Her words are spoken as if I should understand this information. I mean, I suppose it makes sense. I’ve not given much thought to pregnancy. Actually, I’ve spent half my life avoiding the topic.

“Sorry?” I have no idea why I’m apologizing but here we are.

“I should have written this out. I do better with a plan. Then again, nothing has gone as planned. I mean I sure didn’t plan this. We didn’t plan this.”

“You’ve lost me. Is your blood sugar low? Let me get you some juice.”

I move to the refrigerator and grab the bottle of orange juice from the shelf and begin opening cupboards for glasses. I’m pouring the juice when her words spill just like the juice in my hand.

“Ian, I don’t know how to say this, so I’m just going to rip the Band-Aid off. We’re having a baby.”

My body is frozen. Her words run through my head at super speed and then slow like they are stuck in quicksand. Katy must think I don’t understand because she says, “Ian, we made a baby.”

ChapterEight

KATY

This has not gone as planned at all. Nothing has been my usual life since the night I met Ian. In fact, it’s been the opposite. I was in a funk for two weeks after the trip to Vegas. Full of regrets, I hated that we didn’t exchange any personal information. I couldn’t look him up on social media or do some online sleuthing.

My mind ran with scenario after scenario of unknowns. Was his name even Ian? Could he be a serial killer and I was lucky to get away? Worst of all, a family man with a beautiful wife and two kids who adore him?

When I confessed my one-night stand to Felicity, she demanded I go to the doctor for a full workup. She showed me website after website of all the diseases I could have contracted. The one thing neither of us considered was the two words the doctor spoke. “You’re pregnant.”

Our friend, Addy, is a nurse and was in the office for my appointment. She confirmed I turned a scary shade of white and thought I might pass out. No kidding. I am a single woman living thousands of miles away from my family and got myself knocked up by a man I’m not even sure was real. Clearly he was real, but I mean everything he told me could have been a lie.

“Ian?”

It’s a little like approaching a feral cat. I move cautiously as I take the seat next to him and hold out a glass of water. I’ve scared the poor man into a trance. He’s not spoken or even looked my direction since I blurted out the baby news.

Once I set the glass on the coffee table, my hands go straight to my belly. I love resting them there, feeling the baby kick and move around. Each night as I lie in my bed, I run my hands up and down my bare skin and talk to my child. I confess my fears and make promises I’ll never break.

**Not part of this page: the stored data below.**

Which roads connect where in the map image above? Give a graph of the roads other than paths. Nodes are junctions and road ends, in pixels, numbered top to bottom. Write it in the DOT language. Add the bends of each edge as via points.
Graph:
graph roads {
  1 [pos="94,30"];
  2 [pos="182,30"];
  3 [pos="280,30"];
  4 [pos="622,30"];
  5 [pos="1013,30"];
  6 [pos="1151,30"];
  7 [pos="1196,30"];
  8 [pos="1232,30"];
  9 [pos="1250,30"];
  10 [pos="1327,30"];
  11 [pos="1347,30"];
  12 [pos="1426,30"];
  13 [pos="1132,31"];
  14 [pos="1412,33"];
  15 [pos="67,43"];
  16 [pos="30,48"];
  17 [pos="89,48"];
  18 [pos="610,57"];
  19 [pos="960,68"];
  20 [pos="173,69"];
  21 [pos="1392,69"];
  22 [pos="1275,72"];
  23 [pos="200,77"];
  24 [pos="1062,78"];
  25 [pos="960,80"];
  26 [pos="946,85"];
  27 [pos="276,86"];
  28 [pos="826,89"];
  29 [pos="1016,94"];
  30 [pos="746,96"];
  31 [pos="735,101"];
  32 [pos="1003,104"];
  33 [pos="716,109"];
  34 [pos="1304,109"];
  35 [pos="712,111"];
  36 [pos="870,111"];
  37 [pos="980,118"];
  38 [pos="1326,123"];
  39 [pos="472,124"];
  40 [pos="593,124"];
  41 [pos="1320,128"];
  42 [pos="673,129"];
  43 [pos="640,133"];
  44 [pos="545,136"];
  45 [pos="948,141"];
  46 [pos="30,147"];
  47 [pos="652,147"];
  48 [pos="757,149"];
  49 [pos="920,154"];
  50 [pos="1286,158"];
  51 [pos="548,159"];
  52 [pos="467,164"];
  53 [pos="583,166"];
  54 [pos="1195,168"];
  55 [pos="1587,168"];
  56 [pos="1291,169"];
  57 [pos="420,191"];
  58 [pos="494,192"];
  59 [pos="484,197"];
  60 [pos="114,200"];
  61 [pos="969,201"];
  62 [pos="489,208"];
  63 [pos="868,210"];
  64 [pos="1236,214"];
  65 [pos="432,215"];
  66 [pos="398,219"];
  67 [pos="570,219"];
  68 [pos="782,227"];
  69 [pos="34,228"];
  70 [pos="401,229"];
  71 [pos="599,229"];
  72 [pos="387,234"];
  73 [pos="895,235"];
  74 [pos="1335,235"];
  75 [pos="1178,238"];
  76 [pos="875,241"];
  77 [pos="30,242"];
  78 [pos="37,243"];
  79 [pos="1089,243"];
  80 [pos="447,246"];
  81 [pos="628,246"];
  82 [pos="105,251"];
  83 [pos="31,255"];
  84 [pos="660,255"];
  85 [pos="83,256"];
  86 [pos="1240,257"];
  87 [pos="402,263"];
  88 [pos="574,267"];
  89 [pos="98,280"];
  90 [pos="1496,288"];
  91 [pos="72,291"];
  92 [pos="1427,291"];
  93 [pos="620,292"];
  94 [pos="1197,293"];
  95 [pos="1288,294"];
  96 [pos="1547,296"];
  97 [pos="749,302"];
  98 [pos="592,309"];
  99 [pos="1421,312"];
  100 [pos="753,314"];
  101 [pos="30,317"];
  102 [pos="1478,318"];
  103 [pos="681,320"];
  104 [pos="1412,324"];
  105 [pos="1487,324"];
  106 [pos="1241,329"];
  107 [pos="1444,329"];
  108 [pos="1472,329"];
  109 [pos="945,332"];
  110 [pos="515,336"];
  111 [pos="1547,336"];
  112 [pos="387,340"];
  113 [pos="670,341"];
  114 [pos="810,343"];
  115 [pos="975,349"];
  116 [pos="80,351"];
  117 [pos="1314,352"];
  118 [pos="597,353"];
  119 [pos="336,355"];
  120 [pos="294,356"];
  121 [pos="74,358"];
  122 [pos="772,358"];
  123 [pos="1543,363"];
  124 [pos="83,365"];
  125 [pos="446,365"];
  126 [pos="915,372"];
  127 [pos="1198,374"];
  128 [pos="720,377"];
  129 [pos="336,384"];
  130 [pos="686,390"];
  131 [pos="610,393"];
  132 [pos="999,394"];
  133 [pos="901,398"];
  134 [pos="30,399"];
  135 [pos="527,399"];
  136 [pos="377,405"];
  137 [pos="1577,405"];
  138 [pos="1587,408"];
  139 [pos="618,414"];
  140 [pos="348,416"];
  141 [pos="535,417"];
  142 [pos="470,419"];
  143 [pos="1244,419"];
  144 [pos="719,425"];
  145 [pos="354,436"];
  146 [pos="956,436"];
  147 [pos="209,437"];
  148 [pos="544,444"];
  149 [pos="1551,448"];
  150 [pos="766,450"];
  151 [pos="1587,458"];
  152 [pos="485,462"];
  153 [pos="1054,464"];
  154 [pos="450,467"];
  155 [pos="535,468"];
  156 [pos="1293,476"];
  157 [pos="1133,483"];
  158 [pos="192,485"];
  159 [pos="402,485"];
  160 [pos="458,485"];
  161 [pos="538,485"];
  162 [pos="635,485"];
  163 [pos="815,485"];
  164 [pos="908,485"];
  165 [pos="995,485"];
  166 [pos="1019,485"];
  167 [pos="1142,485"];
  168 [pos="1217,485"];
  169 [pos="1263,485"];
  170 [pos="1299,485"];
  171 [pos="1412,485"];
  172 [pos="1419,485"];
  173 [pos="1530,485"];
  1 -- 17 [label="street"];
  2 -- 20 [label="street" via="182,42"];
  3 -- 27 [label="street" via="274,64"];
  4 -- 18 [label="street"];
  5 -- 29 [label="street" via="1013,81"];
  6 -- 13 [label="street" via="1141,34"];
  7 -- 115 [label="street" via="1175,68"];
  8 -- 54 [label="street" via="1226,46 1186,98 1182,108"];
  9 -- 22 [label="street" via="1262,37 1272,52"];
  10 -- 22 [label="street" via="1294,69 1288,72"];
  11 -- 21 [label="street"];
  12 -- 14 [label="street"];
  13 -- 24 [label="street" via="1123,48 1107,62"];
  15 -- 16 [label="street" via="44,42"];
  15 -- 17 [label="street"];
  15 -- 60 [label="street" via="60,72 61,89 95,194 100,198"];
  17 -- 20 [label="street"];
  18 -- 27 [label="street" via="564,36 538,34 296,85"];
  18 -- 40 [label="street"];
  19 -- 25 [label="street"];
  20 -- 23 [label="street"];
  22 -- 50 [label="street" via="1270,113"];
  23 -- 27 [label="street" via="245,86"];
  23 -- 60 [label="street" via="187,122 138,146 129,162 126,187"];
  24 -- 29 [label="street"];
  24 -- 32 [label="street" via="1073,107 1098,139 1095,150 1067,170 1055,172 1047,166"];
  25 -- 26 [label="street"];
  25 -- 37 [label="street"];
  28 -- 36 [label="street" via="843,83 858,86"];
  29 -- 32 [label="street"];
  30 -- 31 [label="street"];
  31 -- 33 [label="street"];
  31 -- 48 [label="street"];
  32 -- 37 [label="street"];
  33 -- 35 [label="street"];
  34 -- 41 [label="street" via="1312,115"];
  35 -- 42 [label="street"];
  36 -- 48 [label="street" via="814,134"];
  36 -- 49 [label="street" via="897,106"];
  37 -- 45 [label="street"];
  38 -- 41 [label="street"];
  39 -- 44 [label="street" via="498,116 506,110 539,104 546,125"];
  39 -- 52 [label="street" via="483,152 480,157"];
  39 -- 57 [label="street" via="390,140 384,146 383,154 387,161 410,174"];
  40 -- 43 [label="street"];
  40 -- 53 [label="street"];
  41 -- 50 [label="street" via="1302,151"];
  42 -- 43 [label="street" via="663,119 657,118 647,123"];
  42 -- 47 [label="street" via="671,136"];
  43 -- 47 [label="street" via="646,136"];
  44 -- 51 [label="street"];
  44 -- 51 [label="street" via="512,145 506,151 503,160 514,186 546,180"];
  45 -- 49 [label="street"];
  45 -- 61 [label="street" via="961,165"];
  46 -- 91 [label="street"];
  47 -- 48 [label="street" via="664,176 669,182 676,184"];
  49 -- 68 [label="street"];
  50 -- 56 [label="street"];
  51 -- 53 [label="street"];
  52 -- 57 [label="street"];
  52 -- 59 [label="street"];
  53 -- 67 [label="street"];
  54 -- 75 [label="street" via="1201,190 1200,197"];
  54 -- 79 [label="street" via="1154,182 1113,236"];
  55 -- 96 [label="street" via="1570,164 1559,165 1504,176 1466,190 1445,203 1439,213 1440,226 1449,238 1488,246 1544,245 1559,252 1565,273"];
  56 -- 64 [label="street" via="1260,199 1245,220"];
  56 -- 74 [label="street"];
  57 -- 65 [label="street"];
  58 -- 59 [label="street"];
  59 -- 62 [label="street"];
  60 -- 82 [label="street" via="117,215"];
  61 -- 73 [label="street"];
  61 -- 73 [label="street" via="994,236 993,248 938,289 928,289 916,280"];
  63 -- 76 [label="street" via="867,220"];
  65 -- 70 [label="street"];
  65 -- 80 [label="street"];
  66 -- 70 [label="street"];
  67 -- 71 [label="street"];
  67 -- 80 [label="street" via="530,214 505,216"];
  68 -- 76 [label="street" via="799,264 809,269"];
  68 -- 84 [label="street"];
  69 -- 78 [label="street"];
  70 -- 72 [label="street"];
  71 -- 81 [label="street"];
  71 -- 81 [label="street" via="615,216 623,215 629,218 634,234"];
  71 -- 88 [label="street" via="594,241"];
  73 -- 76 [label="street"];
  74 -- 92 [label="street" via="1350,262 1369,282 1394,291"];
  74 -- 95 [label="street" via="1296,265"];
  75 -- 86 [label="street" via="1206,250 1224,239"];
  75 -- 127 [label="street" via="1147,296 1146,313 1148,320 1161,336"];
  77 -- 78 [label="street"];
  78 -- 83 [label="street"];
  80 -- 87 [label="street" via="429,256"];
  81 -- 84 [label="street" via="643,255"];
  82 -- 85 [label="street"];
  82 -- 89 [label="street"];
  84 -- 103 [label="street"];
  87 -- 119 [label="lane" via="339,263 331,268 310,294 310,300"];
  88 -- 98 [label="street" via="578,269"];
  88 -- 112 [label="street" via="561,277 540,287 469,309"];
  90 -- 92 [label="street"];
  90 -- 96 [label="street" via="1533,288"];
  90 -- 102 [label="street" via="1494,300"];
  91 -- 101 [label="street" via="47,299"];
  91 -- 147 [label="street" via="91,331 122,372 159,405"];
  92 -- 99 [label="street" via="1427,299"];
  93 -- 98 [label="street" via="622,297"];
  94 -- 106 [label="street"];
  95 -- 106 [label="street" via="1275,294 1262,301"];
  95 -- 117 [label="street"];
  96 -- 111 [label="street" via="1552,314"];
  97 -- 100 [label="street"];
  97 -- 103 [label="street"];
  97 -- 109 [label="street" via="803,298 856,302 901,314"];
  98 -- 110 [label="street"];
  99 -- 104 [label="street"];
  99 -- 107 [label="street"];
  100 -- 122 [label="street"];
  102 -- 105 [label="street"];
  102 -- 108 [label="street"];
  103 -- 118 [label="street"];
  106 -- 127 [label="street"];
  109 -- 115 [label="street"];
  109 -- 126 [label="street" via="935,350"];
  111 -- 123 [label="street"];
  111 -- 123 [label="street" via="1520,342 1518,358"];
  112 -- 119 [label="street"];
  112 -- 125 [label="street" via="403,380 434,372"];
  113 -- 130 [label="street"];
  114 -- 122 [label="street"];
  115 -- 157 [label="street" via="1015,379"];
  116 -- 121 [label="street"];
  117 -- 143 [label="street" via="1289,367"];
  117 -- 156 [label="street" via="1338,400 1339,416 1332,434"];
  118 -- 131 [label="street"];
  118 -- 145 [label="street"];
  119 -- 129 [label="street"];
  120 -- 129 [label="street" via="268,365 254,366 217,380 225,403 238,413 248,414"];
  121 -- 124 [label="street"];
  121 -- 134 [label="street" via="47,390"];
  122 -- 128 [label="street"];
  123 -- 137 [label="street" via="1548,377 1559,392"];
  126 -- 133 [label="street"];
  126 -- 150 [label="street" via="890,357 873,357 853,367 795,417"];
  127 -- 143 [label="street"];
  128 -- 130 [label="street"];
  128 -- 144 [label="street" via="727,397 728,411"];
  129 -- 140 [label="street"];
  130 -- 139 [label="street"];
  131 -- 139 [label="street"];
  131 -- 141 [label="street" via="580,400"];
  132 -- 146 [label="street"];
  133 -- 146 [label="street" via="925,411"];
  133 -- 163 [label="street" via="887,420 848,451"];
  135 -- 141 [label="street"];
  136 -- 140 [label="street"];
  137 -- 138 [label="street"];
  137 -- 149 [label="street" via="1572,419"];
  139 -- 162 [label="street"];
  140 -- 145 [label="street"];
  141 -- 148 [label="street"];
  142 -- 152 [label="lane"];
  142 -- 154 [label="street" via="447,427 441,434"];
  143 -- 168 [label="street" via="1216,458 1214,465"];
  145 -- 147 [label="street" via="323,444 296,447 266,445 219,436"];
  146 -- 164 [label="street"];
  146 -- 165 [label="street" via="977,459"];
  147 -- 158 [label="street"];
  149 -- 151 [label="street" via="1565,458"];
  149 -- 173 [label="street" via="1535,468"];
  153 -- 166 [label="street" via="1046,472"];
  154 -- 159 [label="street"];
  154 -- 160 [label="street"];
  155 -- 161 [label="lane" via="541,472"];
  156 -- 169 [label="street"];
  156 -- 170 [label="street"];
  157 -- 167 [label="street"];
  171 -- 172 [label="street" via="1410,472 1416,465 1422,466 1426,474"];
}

A kick to my side draws a groan, which seems to be the trance breaker. Ian’s head spins quickly to look at me, eyes wide as they focus where my hand rests. Carefully, I reach for his hand and move it to rest gently on my stomach. The baby kicks again but this time I’m prepared and don’t flinch. The same can’t be said for the daddy-to-be.

“Whoa.”

“Pretty cool, huh? I mean, for you. For me it’s become a little less cool the last few weeks.”